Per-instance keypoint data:
+---+
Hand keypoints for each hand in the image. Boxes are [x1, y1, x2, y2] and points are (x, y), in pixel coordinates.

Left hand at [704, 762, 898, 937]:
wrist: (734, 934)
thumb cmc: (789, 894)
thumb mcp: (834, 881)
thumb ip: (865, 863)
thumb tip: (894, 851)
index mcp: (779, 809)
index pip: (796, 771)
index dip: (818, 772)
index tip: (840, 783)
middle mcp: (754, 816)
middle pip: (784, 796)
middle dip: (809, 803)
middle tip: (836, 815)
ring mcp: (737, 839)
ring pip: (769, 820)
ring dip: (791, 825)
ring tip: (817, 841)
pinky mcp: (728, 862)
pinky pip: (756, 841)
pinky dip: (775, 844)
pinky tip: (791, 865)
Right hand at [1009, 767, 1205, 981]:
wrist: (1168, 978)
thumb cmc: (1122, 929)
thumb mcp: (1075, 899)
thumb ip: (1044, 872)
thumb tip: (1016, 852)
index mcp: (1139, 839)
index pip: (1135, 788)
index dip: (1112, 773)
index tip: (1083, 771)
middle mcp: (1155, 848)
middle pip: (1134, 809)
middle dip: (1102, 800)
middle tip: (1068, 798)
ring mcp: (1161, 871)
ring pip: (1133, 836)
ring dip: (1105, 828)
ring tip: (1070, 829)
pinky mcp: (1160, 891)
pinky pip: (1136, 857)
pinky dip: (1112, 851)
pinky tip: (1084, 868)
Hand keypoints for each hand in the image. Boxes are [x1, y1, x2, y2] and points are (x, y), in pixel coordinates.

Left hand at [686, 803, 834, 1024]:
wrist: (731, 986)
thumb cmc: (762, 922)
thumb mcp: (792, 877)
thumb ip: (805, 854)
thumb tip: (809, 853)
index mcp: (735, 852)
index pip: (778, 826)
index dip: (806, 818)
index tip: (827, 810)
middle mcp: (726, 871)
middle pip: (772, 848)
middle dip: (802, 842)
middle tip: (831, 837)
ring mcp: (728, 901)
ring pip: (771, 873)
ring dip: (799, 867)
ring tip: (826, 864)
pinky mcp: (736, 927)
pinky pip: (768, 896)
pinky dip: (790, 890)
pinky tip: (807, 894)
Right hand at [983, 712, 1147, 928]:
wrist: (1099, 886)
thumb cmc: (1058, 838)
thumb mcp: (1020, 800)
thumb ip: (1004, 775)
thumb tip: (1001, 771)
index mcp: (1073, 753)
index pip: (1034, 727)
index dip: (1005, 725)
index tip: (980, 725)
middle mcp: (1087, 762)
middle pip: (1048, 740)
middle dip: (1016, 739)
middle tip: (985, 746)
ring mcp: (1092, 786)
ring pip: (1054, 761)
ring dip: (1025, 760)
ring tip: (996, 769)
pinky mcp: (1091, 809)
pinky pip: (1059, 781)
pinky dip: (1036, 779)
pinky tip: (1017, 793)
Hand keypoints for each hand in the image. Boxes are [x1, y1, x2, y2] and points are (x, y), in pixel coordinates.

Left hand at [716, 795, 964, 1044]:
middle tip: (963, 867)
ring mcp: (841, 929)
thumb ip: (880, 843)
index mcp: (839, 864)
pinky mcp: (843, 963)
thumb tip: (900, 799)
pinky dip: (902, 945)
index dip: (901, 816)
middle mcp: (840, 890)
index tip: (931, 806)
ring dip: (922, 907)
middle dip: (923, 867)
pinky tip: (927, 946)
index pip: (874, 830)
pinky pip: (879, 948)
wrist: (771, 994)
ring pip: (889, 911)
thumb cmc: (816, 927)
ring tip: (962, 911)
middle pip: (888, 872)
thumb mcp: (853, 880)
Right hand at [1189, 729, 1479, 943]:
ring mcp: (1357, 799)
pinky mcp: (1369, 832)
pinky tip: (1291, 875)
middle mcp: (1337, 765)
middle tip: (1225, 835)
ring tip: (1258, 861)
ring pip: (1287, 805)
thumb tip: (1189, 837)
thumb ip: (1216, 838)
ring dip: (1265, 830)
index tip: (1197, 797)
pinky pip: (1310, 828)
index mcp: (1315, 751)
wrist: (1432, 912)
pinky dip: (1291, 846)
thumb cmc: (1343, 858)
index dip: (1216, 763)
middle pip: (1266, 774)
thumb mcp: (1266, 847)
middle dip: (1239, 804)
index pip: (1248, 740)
+---+
◆ Problem requirements:
Line count for "Right": determine it from the data and answer with the number by itself.

◆ Answer:
3